I contend the well-heeled generalist is a secret-weapon of multiple foundational skills, ingenuity, critical-thinking, and resilience every organization, department, and team can benefit from. Those with knowledge in a wide range of topics are an asset that savvy organizations should be looking to hire.
Here is a sampling of what organizations can expect by having knowledgeable, curios, life-long-learning generalists on their team.
7 Reasons Every Business Should Consider Hiring a well-heeled generalist
Pattern Recognition: A generalist will have worked with the many and varied types of people, personalities, and communication styles found throughout any business enterprise. The generalist will not only feel comfortable communicating with every level of seniority but can recognize patterns and will assimilate this information to weed out what works and what doesn’t faster than non-generalists.
Acute Listening: Having experience with a multitude of communication styles, the generalist can hear, discern, recognize, and extrapolate through acute listening. Their listening skills are not only active but focused to hear differently than a specialist. They can put things together faster and better, similar to a highly competitive jig-saw-puzzle savant.
Meaningful Interpretation: Having worked in various multiple lines of business operations, the generalist will cull together nuances, trends, alternatives, and workarounds which will be unseen by those with narrow specialization.
Agility: Knowing various systems and business operations, a generalist is an ideal utility-player, able to pull together cohesive and strategic thinking based upon their broad knowledge and apply it across an enterprise, plugging holes and gaps along the way.

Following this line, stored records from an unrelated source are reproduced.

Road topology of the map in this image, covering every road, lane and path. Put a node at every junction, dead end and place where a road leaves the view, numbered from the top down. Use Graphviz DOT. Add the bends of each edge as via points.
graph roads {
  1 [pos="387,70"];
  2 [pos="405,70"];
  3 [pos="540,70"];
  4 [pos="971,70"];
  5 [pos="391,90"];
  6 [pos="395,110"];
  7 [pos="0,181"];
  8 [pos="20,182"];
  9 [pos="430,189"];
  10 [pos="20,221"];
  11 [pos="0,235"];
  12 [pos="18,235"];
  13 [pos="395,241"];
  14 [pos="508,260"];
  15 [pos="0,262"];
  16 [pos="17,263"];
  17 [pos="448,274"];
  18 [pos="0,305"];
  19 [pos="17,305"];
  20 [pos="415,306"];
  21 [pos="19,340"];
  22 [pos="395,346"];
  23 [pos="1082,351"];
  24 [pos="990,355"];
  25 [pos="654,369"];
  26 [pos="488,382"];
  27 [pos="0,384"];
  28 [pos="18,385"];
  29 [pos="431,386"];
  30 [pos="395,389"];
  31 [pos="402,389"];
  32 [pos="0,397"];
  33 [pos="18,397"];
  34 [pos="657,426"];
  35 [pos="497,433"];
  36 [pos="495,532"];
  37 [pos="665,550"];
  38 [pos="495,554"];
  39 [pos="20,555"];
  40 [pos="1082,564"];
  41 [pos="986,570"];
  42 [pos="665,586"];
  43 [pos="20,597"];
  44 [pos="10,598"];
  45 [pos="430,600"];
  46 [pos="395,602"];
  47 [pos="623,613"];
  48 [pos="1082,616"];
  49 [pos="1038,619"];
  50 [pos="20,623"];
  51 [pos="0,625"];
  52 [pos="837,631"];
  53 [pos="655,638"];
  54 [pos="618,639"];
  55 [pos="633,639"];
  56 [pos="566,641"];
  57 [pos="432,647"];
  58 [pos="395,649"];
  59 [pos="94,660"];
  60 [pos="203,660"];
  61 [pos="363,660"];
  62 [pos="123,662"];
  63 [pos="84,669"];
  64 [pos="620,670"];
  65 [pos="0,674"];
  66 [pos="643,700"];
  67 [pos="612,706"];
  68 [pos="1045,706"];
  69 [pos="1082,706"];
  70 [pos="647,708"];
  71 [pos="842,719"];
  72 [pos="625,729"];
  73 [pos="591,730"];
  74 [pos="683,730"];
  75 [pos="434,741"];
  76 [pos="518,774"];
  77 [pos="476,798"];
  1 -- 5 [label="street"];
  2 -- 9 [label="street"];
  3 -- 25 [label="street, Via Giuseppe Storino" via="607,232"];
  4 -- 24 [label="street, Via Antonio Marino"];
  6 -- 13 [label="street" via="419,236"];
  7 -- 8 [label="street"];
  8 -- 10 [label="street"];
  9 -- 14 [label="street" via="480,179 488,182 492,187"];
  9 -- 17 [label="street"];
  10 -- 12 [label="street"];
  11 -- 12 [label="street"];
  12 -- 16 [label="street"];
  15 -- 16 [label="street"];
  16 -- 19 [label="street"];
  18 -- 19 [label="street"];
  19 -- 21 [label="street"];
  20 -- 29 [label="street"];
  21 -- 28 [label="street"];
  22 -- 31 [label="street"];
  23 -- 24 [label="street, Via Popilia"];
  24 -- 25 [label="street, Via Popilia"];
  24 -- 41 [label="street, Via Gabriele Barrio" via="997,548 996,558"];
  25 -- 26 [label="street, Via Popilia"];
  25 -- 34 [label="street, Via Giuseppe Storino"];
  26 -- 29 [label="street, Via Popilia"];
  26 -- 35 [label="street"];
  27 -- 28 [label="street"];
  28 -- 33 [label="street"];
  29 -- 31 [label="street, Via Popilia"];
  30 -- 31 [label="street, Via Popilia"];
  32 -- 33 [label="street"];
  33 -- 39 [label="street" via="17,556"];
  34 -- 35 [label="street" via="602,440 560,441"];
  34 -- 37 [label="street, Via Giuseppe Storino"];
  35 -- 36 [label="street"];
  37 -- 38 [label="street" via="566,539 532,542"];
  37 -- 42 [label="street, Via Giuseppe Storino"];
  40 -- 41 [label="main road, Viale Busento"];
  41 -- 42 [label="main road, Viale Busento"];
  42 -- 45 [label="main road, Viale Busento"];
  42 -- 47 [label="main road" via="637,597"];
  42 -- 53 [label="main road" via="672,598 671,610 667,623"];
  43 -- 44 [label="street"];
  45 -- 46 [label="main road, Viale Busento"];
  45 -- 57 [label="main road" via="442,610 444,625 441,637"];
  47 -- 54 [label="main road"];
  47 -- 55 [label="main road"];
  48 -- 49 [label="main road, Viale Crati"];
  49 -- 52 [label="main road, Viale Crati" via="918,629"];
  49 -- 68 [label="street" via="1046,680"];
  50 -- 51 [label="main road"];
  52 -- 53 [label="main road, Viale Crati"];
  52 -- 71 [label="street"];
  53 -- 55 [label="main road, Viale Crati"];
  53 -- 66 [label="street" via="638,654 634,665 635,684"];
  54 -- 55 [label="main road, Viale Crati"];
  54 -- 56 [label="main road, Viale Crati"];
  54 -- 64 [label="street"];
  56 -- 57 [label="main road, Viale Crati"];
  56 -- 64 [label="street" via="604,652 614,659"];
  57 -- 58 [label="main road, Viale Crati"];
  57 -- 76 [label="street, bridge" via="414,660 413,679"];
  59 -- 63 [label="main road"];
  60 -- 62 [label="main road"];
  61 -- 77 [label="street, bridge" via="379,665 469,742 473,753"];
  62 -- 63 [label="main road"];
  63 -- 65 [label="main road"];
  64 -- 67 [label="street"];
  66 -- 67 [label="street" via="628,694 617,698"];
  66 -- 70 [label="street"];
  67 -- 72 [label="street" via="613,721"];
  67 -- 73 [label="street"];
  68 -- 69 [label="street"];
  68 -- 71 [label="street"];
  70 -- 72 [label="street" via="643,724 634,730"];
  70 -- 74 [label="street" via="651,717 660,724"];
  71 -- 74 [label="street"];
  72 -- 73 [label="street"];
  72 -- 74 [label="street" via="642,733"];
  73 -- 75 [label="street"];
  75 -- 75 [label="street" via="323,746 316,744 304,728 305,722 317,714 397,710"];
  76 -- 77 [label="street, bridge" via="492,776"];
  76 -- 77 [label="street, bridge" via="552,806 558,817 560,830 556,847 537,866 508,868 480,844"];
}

Resourcefulness: A generalist knowing many different kinds of industry, lines of operations, and communication styles has a wide-breadth of real-world experience. They innately know they can show up, learn quickly, pivot, adapt and above all else identify what is missing. Generalists are comfortable with ambiguity.
Identifying What is Missing: Generalists can identify gaps for the benefit of an organization because they have experienced this same thing only in a different application. Often these gaps are not noticed by specialists because they are unable to see from the ‘observer’s position.’ Generalists are skilled at big picture thinking and can spot what is missing and this makes them invaluable. Use generalists in the ‘what-if’ position during team meetings or brain-storming sessions.
Confidence: Generalists are confident in their well-rounded experience. Even more important, a savvy generalist isn’t afraid of asking clarifying questions. An exceptional generalist knows that setting expectations is key to successful communication and results in meeting and exceeding organizational objectives.
Having a flexible and highly-stacked set of skills the generalist is head-and-shoulders above a specialist when it comes to personal awareness and the ability to integrate, engage, and connect with all stakeholders at every level.
Successful organizations need leaders who are great at listening, relate objectives clearly, able to communicate with a multitude of personalities, understand they don’t really want to be the smartest person in the room, allow for alternative thinking and opinions, and know-how to support their team from in front as well as behind. A utility-player understands what position is right in any given situation.
Every organization will benefit from the agility of the well-heeled generalist, today’s modern version of the highly revered renaissance-man/woman, sought after for being well versed in a multitude of skills and talents.
It’s having a beautiful mix of both specialists and generalists that makes the most sense for forward-thinking organizations who want to continuously improve and get better.